Among the findings, it is said that public spending continues to grow each year and, despite the large increase registered in collections by the National Directorate of Tax Revenue, these funds end up in budget expansions to finance current expenses.
The International Monetary Fund (IMF) recommended that the Paraguayan authorities improve public spending and reiterated the need to carry out a reform in the public sector Retirement and Pension Fund or Fiscal Fund.
In the report released after the board meeting, among others, it insists on two points to which attention has been drawn for quite some time, such as the improvement of public spending and the unsustainability of the Fiscal Fund.
The IMF board met last Wednesday, June 26, to analyze the results of the evaluation carried out on the Paraguayan economy within the framework of the Article IV Consultation.
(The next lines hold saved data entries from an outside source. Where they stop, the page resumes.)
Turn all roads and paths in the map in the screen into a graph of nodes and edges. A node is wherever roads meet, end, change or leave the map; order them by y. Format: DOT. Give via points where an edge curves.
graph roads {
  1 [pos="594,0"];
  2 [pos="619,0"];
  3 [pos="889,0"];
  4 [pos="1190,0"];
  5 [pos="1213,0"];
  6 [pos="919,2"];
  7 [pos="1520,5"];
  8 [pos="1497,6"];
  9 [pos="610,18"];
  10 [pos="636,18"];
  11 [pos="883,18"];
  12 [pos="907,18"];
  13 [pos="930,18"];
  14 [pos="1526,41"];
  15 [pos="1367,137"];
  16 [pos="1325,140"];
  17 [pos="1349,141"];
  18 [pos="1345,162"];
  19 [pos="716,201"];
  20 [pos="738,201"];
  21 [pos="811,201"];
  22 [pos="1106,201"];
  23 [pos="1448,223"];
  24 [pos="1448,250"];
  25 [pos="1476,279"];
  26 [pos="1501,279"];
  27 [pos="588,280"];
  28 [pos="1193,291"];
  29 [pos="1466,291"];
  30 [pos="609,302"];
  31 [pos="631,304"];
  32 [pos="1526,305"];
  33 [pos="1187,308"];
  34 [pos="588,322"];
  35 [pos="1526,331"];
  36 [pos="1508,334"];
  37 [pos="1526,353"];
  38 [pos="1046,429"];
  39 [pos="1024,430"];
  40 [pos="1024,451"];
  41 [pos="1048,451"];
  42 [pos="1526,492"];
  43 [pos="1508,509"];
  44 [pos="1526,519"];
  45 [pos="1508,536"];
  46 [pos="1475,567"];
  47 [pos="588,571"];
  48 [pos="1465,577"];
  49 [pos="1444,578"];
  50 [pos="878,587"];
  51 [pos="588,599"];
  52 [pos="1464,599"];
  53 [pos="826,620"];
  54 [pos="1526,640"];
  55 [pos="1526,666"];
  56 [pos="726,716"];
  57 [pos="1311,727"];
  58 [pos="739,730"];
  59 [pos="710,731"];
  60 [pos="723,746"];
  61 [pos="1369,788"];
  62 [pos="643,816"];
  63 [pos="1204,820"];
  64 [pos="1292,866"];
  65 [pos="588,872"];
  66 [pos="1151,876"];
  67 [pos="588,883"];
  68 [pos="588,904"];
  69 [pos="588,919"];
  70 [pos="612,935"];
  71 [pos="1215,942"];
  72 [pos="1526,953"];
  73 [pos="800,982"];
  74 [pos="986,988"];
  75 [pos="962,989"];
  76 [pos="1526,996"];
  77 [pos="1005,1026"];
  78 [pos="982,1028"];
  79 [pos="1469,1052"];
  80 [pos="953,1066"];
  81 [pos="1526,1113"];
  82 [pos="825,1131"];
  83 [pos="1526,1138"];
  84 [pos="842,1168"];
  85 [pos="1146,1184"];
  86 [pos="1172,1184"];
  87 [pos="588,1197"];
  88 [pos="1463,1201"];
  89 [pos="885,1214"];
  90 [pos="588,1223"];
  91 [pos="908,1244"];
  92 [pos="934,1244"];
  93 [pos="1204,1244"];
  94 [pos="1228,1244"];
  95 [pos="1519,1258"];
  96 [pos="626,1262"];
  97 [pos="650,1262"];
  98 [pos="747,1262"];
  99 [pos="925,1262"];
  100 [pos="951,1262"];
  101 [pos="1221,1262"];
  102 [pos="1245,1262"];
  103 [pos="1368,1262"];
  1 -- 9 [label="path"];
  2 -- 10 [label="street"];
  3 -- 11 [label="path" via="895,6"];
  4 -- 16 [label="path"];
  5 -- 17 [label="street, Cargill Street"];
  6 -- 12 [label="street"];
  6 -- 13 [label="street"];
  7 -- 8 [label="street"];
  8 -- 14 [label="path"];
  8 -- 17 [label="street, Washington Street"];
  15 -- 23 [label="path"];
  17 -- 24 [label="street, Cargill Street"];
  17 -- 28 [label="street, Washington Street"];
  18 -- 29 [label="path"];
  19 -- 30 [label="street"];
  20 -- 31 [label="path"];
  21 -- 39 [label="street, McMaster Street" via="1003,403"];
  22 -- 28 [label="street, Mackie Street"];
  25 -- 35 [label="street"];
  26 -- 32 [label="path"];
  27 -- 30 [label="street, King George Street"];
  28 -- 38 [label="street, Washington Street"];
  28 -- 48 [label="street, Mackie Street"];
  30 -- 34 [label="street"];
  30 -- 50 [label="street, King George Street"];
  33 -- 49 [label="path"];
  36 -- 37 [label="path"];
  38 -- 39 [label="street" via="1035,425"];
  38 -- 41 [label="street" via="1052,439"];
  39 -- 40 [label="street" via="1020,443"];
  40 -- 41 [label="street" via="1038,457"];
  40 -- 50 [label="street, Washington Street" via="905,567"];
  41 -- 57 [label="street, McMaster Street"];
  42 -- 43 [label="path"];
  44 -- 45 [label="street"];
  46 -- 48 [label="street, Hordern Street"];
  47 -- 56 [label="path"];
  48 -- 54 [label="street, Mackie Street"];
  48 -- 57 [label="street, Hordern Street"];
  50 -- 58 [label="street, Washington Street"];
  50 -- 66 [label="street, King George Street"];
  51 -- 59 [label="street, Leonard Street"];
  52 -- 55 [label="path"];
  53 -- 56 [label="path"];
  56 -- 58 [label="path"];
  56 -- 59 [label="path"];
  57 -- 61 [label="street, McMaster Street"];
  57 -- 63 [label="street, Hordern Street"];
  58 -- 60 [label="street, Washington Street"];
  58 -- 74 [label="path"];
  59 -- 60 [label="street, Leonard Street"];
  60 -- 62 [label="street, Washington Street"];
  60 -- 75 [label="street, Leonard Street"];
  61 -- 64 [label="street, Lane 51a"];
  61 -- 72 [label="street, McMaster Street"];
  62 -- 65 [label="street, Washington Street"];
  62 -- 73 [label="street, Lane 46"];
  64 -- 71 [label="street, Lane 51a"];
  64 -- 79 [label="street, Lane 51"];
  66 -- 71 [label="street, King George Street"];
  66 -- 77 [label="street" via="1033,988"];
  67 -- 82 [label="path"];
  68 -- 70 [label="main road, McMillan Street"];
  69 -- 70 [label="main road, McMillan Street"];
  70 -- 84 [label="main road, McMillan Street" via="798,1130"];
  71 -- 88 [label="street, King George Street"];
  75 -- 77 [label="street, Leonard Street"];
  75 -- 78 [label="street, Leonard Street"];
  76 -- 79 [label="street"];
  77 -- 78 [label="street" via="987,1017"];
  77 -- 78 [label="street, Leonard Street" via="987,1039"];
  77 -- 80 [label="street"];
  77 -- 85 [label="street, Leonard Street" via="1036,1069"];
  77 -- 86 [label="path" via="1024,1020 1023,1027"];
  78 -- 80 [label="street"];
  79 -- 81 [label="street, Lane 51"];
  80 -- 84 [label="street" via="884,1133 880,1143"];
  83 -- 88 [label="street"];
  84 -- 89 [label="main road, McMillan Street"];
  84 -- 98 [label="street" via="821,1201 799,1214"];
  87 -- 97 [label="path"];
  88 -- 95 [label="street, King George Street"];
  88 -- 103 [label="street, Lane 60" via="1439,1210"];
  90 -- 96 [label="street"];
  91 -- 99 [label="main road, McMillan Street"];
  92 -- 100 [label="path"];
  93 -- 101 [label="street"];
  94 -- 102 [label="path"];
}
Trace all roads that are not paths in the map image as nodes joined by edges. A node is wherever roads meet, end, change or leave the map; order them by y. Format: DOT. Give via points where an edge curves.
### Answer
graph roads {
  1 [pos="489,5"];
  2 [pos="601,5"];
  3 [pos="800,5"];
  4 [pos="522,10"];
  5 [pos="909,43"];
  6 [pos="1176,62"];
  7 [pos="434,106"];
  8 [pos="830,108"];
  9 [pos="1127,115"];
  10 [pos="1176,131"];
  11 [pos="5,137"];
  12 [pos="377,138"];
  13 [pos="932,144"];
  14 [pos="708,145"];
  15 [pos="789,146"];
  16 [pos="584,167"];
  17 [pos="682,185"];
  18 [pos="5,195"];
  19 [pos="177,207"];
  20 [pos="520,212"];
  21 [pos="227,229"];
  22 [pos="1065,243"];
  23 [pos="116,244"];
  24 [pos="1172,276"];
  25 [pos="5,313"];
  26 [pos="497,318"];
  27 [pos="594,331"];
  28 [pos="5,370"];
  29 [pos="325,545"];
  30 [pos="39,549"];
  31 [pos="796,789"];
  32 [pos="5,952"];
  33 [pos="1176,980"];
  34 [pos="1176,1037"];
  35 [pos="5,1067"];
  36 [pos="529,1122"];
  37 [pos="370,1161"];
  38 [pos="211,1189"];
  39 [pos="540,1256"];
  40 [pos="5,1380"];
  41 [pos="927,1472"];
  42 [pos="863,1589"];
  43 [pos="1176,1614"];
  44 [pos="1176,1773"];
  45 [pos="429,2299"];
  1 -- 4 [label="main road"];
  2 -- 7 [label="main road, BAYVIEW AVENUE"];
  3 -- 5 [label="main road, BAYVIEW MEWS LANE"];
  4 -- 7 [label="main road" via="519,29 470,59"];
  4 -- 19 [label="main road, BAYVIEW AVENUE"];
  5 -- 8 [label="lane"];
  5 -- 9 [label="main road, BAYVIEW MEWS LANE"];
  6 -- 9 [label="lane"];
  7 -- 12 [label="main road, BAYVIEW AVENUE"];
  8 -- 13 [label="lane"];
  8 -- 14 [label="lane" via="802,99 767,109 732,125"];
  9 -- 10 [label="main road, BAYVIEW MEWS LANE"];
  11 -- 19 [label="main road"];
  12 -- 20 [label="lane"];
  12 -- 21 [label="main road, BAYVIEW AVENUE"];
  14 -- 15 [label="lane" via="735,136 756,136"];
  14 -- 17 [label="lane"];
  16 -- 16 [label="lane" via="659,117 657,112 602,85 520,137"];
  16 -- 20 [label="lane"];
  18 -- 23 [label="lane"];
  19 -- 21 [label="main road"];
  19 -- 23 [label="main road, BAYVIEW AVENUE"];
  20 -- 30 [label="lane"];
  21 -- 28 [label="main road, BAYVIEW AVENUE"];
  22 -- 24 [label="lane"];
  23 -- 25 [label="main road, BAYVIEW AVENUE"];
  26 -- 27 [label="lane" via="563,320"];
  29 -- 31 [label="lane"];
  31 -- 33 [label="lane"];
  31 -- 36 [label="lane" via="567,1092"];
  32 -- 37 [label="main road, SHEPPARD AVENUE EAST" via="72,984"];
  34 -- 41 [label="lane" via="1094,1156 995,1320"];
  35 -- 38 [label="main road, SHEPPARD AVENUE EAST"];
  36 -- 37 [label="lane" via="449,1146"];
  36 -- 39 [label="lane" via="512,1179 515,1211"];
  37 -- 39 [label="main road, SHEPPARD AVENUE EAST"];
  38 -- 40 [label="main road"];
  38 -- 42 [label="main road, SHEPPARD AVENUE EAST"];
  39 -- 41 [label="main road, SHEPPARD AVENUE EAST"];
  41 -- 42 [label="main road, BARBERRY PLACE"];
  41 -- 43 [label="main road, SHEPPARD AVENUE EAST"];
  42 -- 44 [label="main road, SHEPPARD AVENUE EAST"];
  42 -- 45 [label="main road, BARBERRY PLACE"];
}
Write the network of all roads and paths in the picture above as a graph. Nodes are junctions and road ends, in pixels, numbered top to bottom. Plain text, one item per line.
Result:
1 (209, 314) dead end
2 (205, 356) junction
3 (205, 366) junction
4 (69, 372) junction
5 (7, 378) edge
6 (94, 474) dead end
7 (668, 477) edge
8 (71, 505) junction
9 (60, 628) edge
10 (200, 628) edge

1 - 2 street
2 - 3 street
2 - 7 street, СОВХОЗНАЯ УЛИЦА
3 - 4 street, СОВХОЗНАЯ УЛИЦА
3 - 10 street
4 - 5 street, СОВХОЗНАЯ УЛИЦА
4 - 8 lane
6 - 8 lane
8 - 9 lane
Compliance with the commitments assumed for the implementation of the agreements was also reviewed: Policy Coordination Instrument (ICP) and the Resilience and Sustainability Service (SRS).
Regarding this latest agreement, he announced the completion of three reform measures and that this allows the country to immediately access 75.5 million of the special drawing rights (SDR), approximately US$ 100 million, of the loan of US$ 400 million requested by the government with the commitment to implement climate-related reforms.
The entity, in relation to public spending, in the report mentions that “the directors encouraged the authorities to improve the efficiency of spending, including through better targeting of social assistance programs.”
In addition, “they also highlighted the need to reform the public pension system and minimize the contingent liabilities of planned public-private partnerships,” the report adds about what was stated by the directors of the Fund.
PUBLIC EXPENDITURE IS CONCERNED
In this context, public spending continues to grow each year and despite the large increase registered in collections by the National Directorate of Tax Revenue (DNIT), these funds end up in budget expansions to finance current expenses.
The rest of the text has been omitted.